- _PROBLEM STATEMENT_: From the records below, work out how many lines carry the string "place". Leave out everything but the number.

- _PROVIDED DATA_:
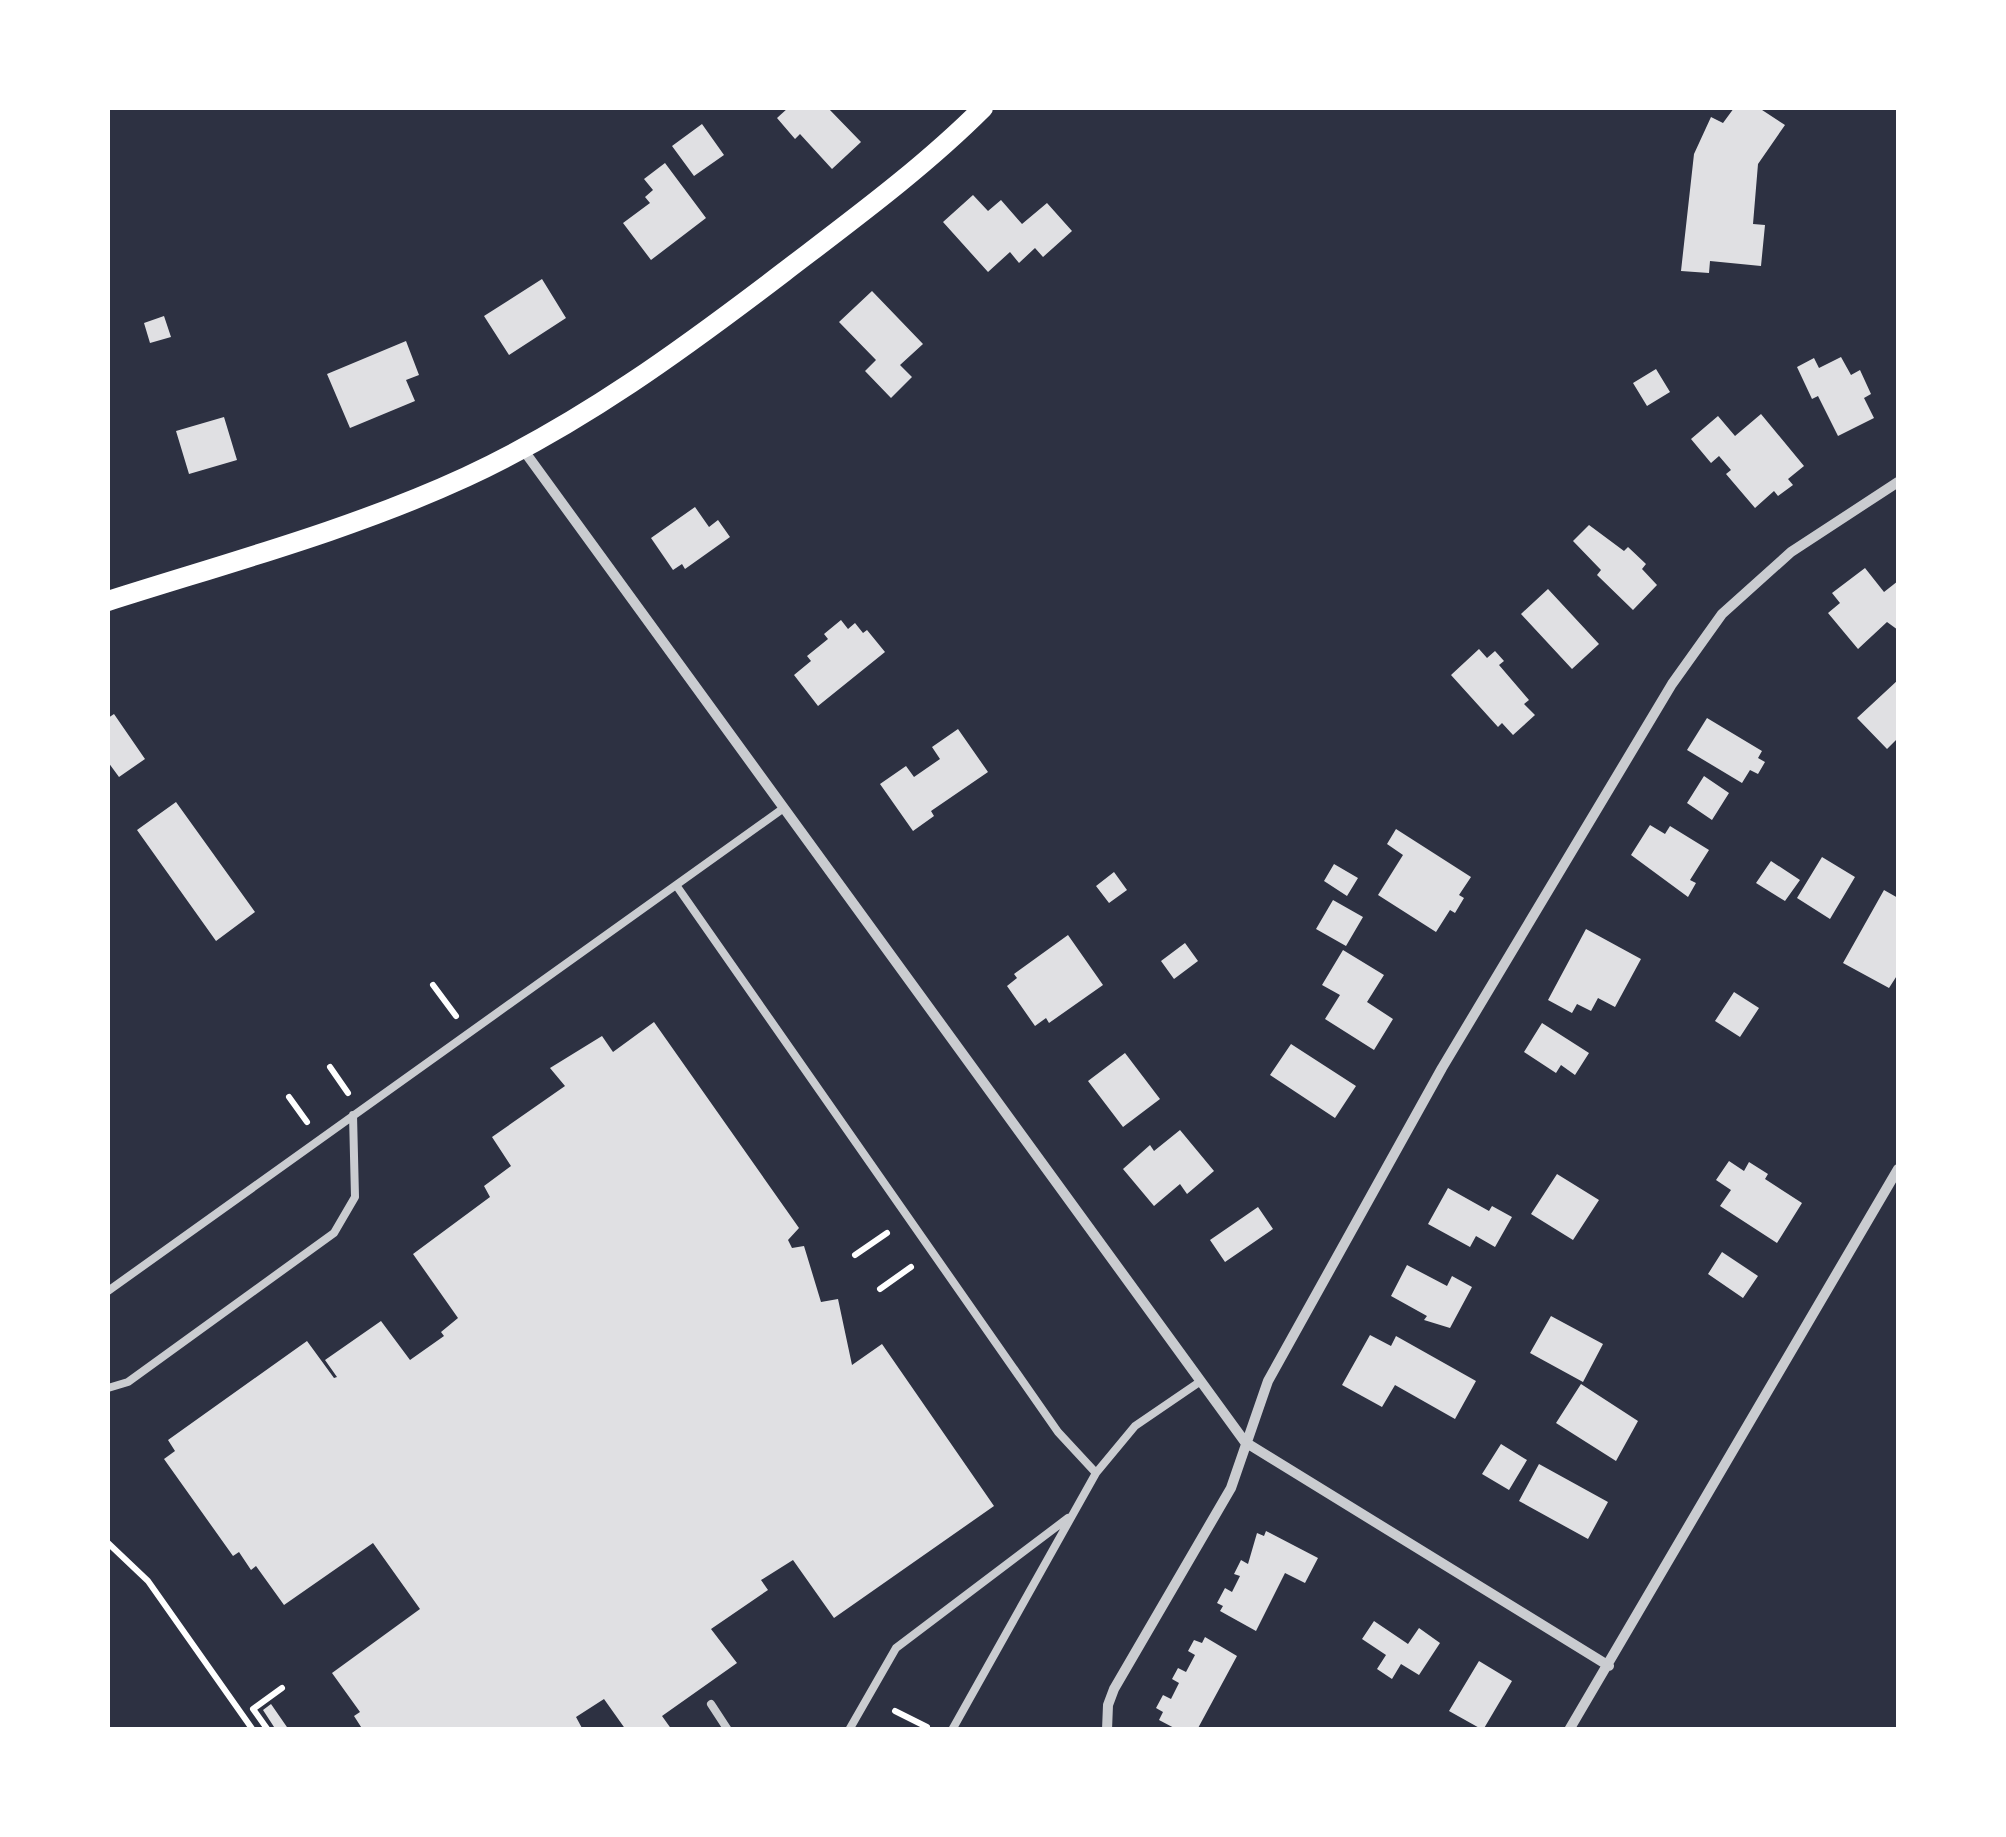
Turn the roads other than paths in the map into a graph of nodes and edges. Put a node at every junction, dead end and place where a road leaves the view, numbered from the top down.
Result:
1 (983, 108) edge
2 (522, 448) junction
3 (1898, 482) edge
4 (108, 601) edge
5 (781, 810) junction
6 (676, 886) junction
7 (353, 1115) junction
8 (1898, 1169) edge
9 (108, 1292) edge
10 (1198, 1382) junction
11 (108, 1388) edge
12 (1245, 1442) junction
13 (1096, 1472) junction
14 (1071, 1516) junction
15 (1609, 1666) junction
16 (712, 1704) dead end
17 (728, 1730) edge
18 (849, 1730) edge
19 (952, 1730) edge
20 (1108, 1730) edge
21 (1569, 1730) edge

1 - 2 main road
2 - 4 main road
2 - 5 street
3 - 12 street
5 - 6 lane
5 - 10 street
6 - 7 lane
6 - 13 lane
7 - 9 lane
7 - 11 lane
8 - 15 street
10 - 12 street
10 - 13 lane
12 - 15 street
12 - 20 street
13 - 14 lane
14 - 18 lane
14 - 19 lane
15 - 21 street
16 - 17 lane

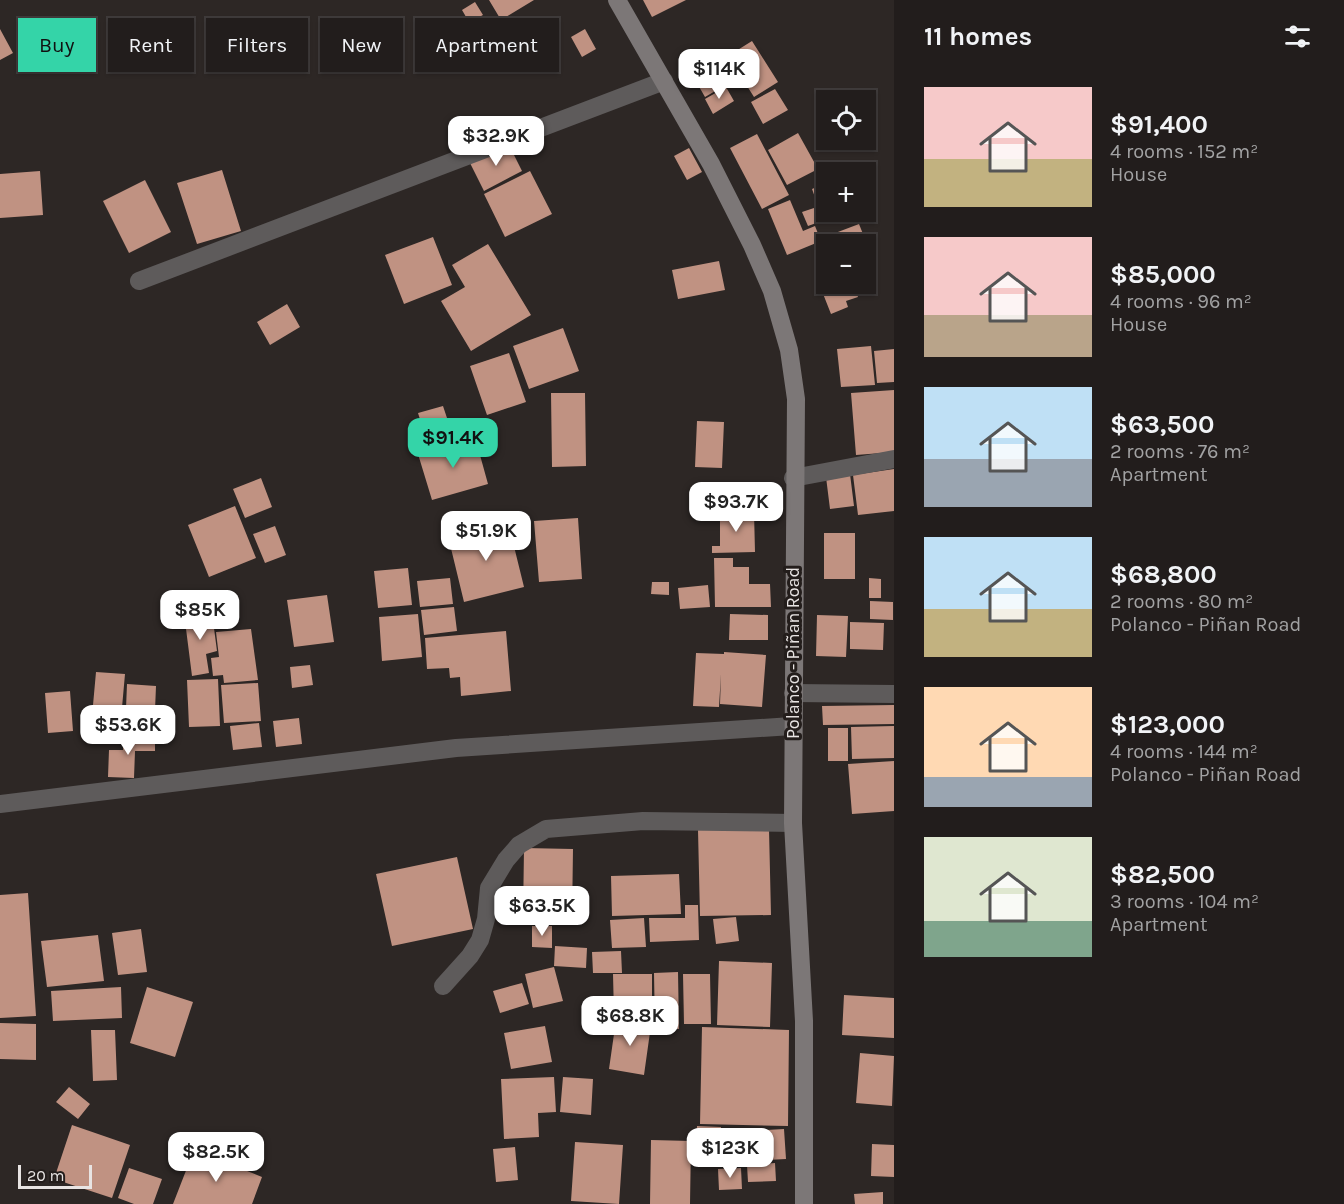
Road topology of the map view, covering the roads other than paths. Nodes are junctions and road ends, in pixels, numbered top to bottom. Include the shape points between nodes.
1 (617, 0) edge
2 (664, 81) junction
3 (139, 281) dead end
4 (894, 459) edge
5 (793, 478) junction
6 (793, 693) junction
7 (894, 694) edge
8 (792, 726) junction
9 (0, 804) edge
10 (793, 823) junction
11 (443, 986) dead end
12 (804, 1204) edge

1 - 2 main road, Polanco - Piñan Road
2 - 3 street
2 - 5 main road, Polanco - Piñan Road via 716,174 772,291 789,350 796,399
4 - 5 street
5 - 6 main road, Polanco - Piñan Road
6 - 7 street
6 - 8 main road, Polanco - Piñan Road
8 - 9 street via 456,748
8 - 10 main road, Polanco - Piñan Road
10 - 11 street via 643,821 546,830 519,845 506,860 489,888 480,940
10 - 12 main road, Polanco - Piñan Road via 804,1021

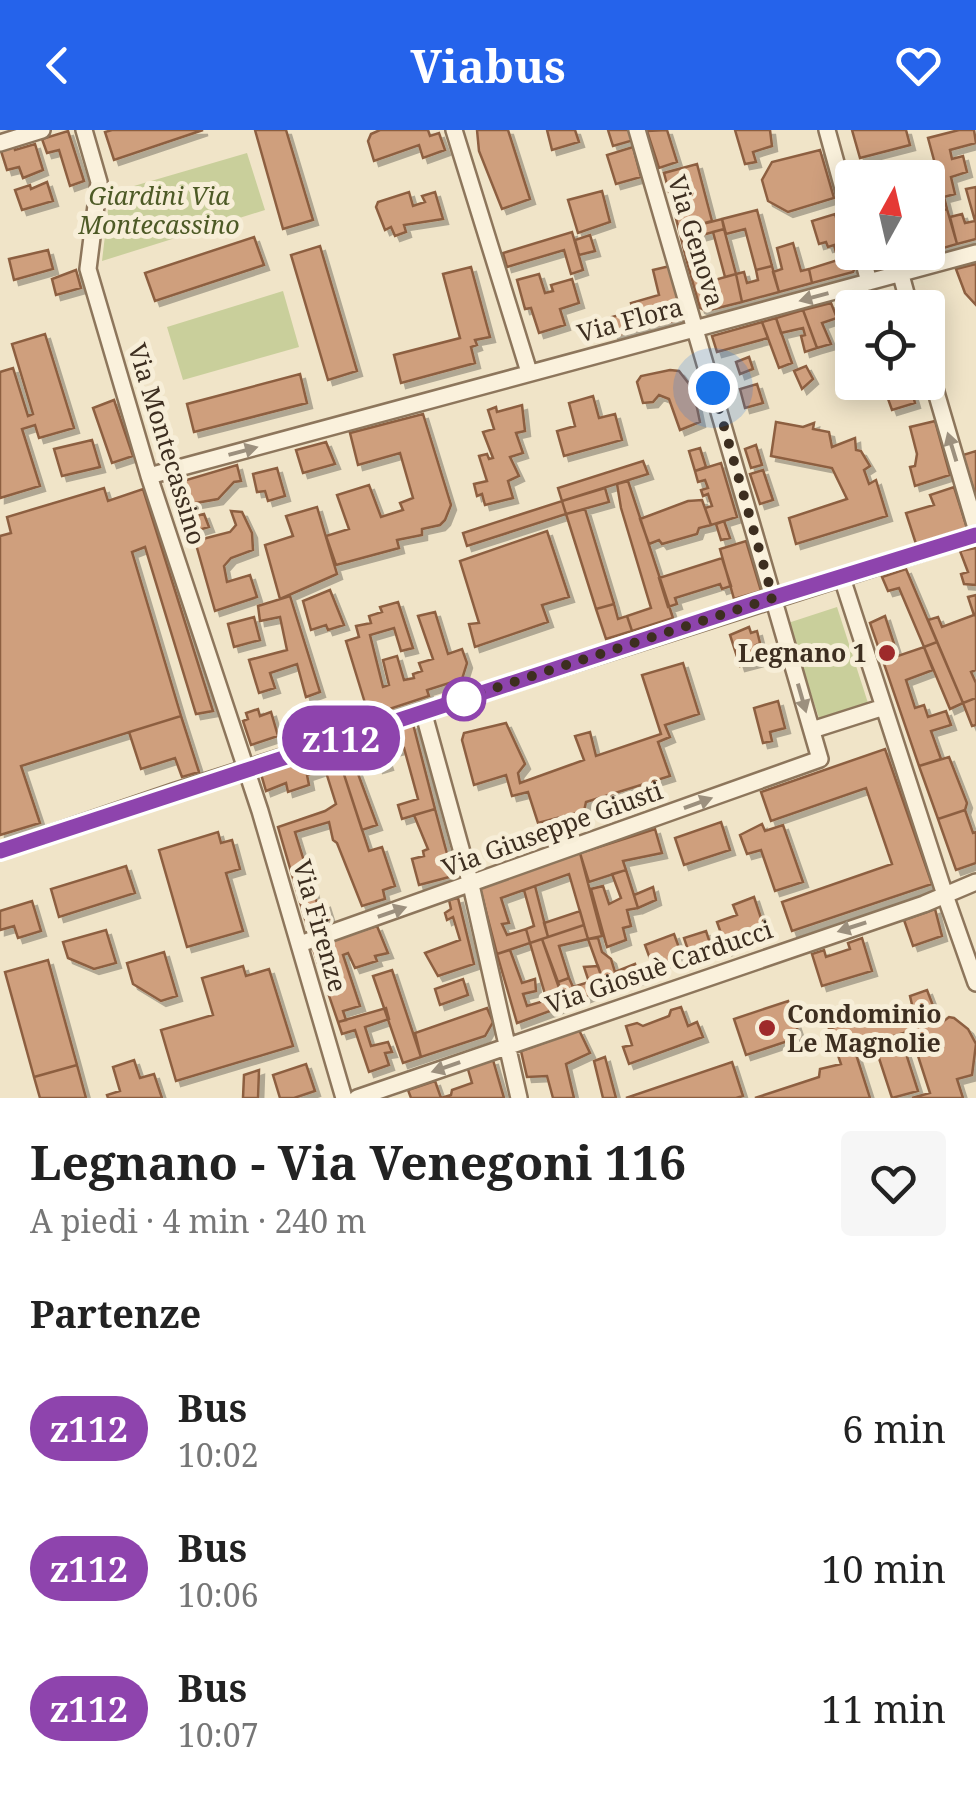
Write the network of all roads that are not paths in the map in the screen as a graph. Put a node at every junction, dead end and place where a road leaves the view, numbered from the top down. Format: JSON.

- _RESULT OF THE TASK_: 2